#### Exercise brief
Print the lines in the listing below that fall between the line with "index pip: (182, 217)" and the line with "ring tip: (210, 347)", those two lines included, exactly as they stand and with nothing else.

#### Task input
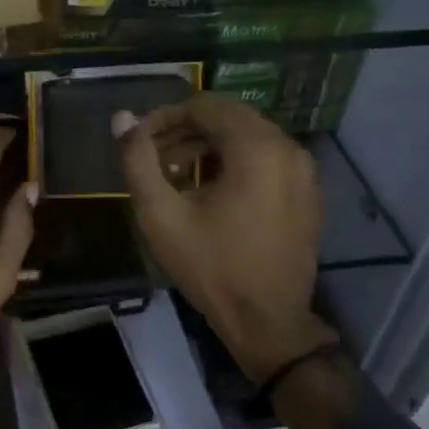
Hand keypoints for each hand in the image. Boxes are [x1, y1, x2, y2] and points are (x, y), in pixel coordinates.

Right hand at [114, 95, 335, 384]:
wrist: (267, 322)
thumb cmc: (211, 267)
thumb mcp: (161, 214)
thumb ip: (137, 160)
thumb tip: (122, 118)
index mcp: (256, 148)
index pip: (204, 106)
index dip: (165, 116)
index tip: (139, 140)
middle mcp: (287, 148)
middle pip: (228, 116)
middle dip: (185, 128)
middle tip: (153, 154)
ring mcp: (303, 170)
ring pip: (247, 135)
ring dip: (207, 144)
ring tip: (173, 170)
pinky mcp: (306, 190)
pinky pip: (265, 156)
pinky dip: (233, 159)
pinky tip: (207, 186)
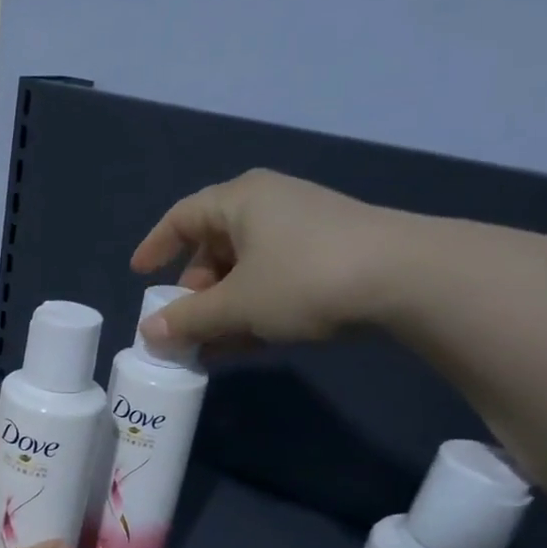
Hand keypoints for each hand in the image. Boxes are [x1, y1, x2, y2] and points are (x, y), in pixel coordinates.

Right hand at [130, 169, 420, 347]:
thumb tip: (149, 334)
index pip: (182, 217)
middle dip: (194, 290)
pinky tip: (247, 343)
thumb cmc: (304, 278)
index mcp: (240, 201)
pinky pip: (274, 279)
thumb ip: (188, 320)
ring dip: (223, 308)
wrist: (406, 278)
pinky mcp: (329, 255)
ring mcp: (303, 229)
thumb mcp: (237, 305)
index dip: (156, 246)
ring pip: (246, 268)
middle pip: (214, 246)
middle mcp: (269, 205)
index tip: (140, 276)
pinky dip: (254, 307)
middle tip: (183, 325)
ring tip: (210, 347)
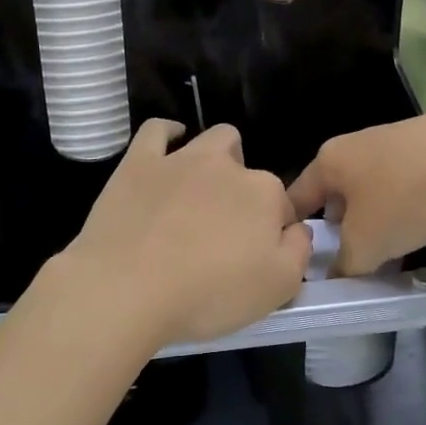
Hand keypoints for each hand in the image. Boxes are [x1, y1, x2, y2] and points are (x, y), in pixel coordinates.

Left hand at [59, 120, 312, 348]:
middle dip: (245, 191)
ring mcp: (180, 159)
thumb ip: (299, 251)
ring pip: (213, 140)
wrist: (127, 288)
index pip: (282, 206)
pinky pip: (157, 130)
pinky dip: (167, 133)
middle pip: (248, 169)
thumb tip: (297, 229)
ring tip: (202, 192)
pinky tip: (169, 146)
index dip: (273, 232)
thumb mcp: (277, 288)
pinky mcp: (139, 163)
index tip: (256, 258)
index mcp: (264, 194)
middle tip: (226, 230)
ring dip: (217, 158)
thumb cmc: (208, 294)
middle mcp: (226, 166)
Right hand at [288, 111, 425, 274]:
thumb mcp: (366, 245)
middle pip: (335, 191)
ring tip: (390, 246)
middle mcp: (354, 143)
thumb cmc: (406, 199)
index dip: (294, 232)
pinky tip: (424, 222)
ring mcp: (394, 138)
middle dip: (339, 225)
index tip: (302, 260)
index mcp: (328, 160)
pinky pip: (405, 179)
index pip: (296, 198)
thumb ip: (344, 265)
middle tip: (349, 258)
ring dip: (375, 215)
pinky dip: (407, 202)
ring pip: (372, 186)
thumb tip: (336, 275)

#### Answer box
index pip: (182, 217)
middle dip: (194, 290)
pinky tip: (247, 343)
thumb cmc: (304, 278)
index mcp: (240, 201)
pinky pip: (274, 279)
thumb ip: (188, 320)
ring dip: (223, 308)
wrist: (406, 278)
pinky mcp: (329, 255)
ring mcp: (303, 229)
thumb mcp: (237, 305)
index dip: (156, 246)
ring pip: (246, 268)
middle pip: (214, 246)
middle mcp: (269, 205)
index tip: (140, 276)
pinky dip: (254, 307)
middle tip: (183, 325)
ring tip: (210, 347)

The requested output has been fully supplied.